Throughout New York, people use bicycles as a common means of transportation, recreation, and exercise. However, bicycles do not offer much in terms of protection from the hazards bicyclists confront on New York roadways. When bicycle accidents do occur, the injuries can be severe and catastrophic. Unfortunately, a significant number of persons who are injured in bicycle accidents are children. If you have been injured in a bicycle accident in New York, you will face unique legal challenges.
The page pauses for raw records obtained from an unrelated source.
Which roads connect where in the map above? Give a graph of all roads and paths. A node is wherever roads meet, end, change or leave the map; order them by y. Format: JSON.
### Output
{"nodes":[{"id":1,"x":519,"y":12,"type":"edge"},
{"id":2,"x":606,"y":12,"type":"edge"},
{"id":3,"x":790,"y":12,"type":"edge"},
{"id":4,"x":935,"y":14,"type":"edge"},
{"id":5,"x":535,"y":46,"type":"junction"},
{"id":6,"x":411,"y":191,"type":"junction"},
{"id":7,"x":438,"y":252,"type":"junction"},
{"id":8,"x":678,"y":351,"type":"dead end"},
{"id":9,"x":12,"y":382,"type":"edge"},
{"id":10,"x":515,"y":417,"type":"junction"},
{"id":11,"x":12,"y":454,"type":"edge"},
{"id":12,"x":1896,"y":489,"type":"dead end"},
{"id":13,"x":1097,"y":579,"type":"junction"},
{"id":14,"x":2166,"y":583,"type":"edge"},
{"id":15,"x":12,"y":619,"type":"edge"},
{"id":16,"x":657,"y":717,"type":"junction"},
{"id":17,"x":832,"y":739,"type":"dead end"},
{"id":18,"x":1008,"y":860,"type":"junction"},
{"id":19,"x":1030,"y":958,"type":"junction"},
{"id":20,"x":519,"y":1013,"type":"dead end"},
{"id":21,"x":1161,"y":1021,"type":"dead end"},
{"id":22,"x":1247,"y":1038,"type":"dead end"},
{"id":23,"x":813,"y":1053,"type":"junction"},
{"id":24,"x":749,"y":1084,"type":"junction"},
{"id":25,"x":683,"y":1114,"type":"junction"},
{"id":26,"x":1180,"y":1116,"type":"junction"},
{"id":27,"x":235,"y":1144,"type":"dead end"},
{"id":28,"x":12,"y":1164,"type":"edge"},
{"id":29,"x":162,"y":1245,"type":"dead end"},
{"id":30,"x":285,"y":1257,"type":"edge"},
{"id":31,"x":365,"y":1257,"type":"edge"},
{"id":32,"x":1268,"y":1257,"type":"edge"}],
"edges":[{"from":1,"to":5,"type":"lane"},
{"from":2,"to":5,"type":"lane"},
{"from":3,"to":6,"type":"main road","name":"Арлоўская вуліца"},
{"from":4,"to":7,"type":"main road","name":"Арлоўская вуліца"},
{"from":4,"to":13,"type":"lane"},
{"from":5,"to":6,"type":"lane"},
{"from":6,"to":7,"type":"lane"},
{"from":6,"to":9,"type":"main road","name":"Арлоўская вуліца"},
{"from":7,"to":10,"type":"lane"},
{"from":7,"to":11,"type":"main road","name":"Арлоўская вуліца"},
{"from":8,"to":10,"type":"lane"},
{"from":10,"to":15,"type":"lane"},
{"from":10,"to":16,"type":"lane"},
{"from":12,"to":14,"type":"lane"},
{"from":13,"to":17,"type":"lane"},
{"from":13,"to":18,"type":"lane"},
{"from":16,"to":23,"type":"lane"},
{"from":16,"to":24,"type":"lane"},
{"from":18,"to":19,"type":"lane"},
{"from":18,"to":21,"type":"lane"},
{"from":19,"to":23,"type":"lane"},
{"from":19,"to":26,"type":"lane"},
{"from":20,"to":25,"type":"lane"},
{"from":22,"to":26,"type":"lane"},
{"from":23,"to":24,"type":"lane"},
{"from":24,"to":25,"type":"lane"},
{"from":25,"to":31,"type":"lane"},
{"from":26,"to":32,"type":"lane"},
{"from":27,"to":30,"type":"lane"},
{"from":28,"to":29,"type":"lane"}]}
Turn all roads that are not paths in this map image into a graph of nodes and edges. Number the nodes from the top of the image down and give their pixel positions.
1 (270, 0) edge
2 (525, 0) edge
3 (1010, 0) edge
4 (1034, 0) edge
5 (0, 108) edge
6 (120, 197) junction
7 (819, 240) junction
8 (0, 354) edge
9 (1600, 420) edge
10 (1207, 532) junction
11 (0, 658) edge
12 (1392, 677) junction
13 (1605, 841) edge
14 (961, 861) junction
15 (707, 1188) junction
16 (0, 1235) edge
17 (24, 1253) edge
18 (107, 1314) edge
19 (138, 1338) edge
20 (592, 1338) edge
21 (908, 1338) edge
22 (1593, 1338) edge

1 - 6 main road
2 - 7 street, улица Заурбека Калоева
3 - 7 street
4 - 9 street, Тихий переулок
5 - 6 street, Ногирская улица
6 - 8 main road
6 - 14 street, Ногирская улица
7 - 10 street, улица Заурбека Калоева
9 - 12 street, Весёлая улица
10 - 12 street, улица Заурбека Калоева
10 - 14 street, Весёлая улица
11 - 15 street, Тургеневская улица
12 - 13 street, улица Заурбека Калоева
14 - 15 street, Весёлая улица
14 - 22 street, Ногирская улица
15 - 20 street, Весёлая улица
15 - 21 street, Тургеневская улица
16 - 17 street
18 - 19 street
The laws of New York require specific knowledge and experience with regards to the rights of bicyclists.
Most bicycle accident cases in New York involve contact with a motor vehicle that:
- Failed to yield the right-of-way at an interception;
- Unexpectedly turned into the path of a cyclist;
- Made a left turn into the path of an oncoming cyclist; or
- Overtook a bicyclist (usually by misjudging the space required to pass safely).
Too often, motorists will cause a bicycle accident by failing to share the road, forcing cyclists off the road or into a collision.
Other factors also result in Hudson bicycle accidents. These factors are often unique to the operation of a bicycle. Environmental factors including defective roadway design or maintenance, impaired visibility, and poor road and path conditions (such as potholes, road debris, maintenance problems) can result in bicycle accidents.
Under New York State Vehicle and Traffic Law Section 1231, bicyclists must observe the same rules of the road and have the same rights as operators of other vehicles. However, under the No-Fault Law in New York, a bicyclist is considered a pedestrian, and is therefore entitled to No-Fault coverage in most circumstances.
Bicyclists helmet laws can be found in New York Vehicle and Traffic Law § 1238. Children under the age of one year are prohibited from being a passenger on a bicycle. Both passengers and operators under the age of fourteen are required to wear helmets. Other bicyclists are not required to wear a helmet.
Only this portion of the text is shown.